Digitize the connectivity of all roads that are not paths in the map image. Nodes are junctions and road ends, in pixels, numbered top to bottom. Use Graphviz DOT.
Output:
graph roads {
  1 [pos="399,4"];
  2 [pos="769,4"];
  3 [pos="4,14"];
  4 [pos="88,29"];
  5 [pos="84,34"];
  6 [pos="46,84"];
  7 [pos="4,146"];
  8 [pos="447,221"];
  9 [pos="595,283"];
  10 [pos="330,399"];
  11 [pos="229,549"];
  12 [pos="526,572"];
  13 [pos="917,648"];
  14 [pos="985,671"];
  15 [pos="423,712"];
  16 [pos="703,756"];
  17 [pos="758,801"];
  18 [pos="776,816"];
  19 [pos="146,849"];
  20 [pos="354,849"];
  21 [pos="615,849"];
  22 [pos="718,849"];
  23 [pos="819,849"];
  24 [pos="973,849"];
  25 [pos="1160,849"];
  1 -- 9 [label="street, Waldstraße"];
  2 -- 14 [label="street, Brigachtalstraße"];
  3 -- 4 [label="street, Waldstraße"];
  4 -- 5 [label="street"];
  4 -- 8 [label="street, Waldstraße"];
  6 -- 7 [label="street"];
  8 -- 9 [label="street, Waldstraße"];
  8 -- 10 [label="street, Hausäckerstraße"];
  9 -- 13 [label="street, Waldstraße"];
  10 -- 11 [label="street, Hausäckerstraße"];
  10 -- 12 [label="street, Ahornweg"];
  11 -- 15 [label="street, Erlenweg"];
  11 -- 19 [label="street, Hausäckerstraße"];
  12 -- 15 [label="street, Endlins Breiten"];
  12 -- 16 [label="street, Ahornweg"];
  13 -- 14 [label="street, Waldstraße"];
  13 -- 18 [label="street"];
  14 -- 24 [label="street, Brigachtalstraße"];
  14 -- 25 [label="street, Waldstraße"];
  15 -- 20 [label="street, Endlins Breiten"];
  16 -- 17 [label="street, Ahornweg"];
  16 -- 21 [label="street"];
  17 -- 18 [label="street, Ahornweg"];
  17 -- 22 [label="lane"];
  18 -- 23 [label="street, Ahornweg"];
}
——
> [AIM OF THE TASK]: Reproduce each line of the material that mentions "Endlins".

> [ANSWER TO THIS TASK]:
  12 -- 15 [label="street, Endlins Breiten"];
  15 -- 20 [label="street, Endlins Breiten"];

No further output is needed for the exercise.